Proving all sufficiently large integers can be written in the form $a^2+pq$.

Question

This is one of those numerous questions I ask myself, and to which I seem unable to answer:

Can every integer greater then $657$ be written in the form $a^2+pq$, with $a\in\mathbb Z$ and $p,q$ prime?

A quick brute force check trough numbers up to $100000$ told me that the only positive integers that can not be represented in the given form are $1, 2, 3, 12, 17, 28, 32, 72, 108, 117, 297$ and $657$.

The above conjecture seems quite likely to me. Since pretty much integers are of the form $pq$, it is quite probable that, given a large $n>0$, at least one of $n, n-1, n-2^2, n-3^2, \ldots$ is of the form $pq$.

I.e, considering the set $F=\{4,6,9,10,14,15,21,22,25,26,\ldots\}$ of all numbers of the form $pq$, a number $n$ not satisfying the property implies that none of the integers $n, n-1^2,\ldots, n-\lfloor\sqrt n\rfloor^2$ is an element of $F$.

It's not much, but that's all I've discovered so far.

(Besides, is there any hope solving this riddle without using complicated analytic number theory?)

Answer 1

This is very hard.

(Notation: A semiprime is a product of exactly two distinct primes.)

Just consider this problem for perfect squares. We're looking at the equation $b^2=a^2+pq$, which easily translates to $$(b-a)(b+a)=pq.$$ For fixed $b$, this is soluble in $a$ (and $p$ and $q$), precisely if either: 1) $2b-1$ is a semiprime, and we take $a=b-1$, or 2) There are primes $p$ and $q$ such that $p+q=2b$. If we assume that $2b-1$ is not a semiprime (and this is true for most $b$ -- looking at $b<x$, there are $O(x \frac{\log\log x}{\log x})$ values of $b$ for which $2b-1$ is a semiprime), we're therefore reduced to solving the Goldbach problem, and I don't know how to say anything useful about that (though I wish I did!). Thus, proving that every large integer $n$ can be written as $a^2+pq$ is at least as hard as proving Goldbach (or, I guess, proving Goldbach for a large subset of the even integers, those that aren't one more than a semiprime, but that's probably just as hard).

Answer 2

I believe that proving that every large $n$ can be represented as $a^2+pq$ is difficult, and I am not sure if it can be solved using known techniques. There is a basic way to prove that $A$ comprises a positive proportion of integers, and I have included this at the end, but it is a weak result. However, we can prove result you want if we are allowed to change signs.

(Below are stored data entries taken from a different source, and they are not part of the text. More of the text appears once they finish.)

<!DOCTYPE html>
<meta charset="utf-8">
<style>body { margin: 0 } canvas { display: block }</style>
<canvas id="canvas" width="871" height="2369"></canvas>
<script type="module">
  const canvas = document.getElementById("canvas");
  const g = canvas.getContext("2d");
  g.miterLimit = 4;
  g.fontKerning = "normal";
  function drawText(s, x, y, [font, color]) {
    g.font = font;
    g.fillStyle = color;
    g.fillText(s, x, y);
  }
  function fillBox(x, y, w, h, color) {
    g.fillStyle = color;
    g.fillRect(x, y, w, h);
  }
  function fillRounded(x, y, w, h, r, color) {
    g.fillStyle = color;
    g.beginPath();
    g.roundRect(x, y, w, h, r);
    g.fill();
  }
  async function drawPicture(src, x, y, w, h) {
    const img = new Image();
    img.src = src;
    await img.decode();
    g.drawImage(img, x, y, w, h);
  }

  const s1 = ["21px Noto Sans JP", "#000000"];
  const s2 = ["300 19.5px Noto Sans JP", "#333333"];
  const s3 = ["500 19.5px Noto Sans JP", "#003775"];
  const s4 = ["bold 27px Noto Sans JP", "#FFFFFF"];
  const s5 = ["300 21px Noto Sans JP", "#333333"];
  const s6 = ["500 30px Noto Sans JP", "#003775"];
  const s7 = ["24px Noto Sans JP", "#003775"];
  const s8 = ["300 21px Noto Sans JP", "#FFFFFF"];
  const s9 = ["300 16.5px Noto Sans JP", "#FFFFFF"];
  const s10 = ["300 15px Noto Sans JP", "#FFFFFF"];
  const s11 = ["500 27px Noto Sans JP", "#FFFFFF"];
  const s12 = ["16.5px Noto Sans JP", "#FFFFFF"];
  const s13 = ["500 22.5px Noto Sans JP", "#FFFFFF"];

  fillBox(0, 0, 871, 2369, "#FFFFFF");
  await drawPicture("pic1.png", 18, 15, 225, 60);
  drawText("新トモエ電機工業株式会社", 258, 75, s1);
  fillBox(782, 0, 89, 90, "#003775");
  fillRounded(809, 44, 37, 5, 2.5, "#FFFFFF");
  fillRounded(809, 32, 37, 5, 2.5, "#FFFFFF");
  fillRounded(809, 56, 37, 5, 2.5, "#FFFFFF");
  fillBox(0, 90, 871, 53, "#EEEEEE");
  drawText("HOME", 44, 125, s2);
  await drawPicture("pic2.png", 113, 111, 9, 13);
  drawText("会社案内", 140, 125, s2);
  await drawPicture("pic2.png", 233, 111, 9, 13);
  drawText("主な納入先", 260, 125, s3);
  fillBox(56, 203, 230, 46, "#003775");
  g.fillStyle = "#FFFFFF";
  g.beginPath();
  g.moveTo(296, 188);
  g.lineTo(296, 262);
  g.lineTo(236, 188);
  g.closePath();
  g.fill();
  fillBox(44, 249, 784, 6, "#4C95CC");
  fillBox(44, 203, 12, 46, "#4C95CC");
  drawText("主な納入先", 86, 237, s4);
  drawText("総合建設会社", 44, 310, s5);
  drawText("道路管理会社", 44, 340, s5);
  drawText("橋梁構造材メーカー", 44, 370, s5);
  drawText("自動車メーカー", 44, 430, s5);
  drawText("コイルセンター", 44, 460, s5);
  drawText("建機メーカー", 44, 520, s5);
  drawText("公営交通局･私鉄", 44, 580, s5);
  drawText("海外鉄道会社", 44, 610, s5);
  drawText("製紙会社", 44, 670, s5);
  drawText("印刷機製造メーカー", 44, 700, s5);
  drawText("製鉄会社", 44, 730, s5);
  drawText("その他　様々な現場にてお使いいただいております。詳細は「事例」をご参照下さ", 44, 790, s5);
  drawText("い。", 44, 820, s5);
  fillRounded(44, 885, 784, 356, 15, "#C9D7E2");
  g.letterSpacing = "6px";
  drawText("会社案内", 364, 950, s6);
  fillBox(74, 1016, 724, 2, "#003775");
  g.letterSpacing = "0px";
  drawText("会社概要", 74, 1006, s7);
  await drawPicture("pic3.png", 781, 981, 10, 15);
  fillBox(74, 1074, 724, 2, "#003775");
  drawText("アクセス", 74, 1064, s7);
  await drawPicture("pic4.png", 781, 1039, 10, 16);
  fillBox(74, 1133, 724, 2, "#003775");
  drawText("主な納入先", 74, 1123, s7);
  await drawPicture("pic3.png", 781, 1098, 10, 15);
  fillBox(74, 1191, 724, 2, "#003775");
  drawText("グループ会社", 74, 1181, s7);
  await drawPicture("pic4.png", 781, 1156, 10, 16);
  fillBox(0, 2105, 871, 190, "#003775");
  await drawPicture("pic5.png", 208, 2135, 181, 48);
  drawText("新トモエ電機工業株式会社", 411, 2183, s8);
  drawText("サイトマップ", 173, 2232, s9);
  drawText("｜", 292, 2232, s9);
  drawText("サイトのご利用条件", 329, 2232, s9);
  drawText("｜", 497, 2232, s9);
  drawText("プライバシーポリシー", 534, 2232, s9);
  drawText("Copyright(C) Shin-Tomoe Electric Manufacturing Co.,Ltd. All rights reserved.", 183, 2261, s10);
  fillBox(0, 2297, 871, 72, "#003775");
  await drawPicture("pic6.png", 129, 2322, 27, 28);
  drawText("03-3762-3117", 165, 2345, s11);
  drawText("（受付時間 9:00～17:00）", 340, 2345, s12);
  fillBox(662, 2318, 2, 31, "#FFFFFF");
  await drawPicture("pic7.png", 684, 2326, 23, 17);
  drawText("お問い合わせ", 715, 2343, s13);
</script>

Theorem: Every non-square integer $n$ may be written as $$n=a^2-pq$$ where $p,q$ are primes.

This follows from the main result of this paper of Robert Lemke Oliver Given $n\neq k^2$, the polynomial $x^2-n$ will represent infinitely many semi primes, and so we have infinitely many solutions to $x^2-pq=n$.

A positive proportion:

Theorem: Let $A=\{n: n=a^2+pq\}$. Then there exists $c>0$ such that $$\sum_{n\leq x} 1_A(n)>cx.$$

Proof sketch: By the Cauchy-Schwarz, inequality, we have that $$\left(\sum_{n\leq x} \sum_{n=a^2+pq} 1\right)^2 \leq \left(\sum_{n\leq x} 1_A(n)\right)\left(\sum_{n\leq x} \left(\sum_{n=a^2+pq} 1\right)^2\right).$$ Switching the orders of summation and using some basic estimates about primes we can prove that $$\sum_{n\leq x} \sum_{n=a^2+pq} 1\sim \frac{x^{3/2}\log \log x}{\log x},$$ and $$\sum_{n\leq x} \left(\sum_{n=a^2+pq} 1\right)^2 \ll \frac{x^{2}(\log \log x)^2}{(\log x)^2}.$$ Together with our Cauchy-Schwarz inequality, these bounds imply that $$|A\cap\{1,2,\dots,[x]\}|\gg x,$$ as desired.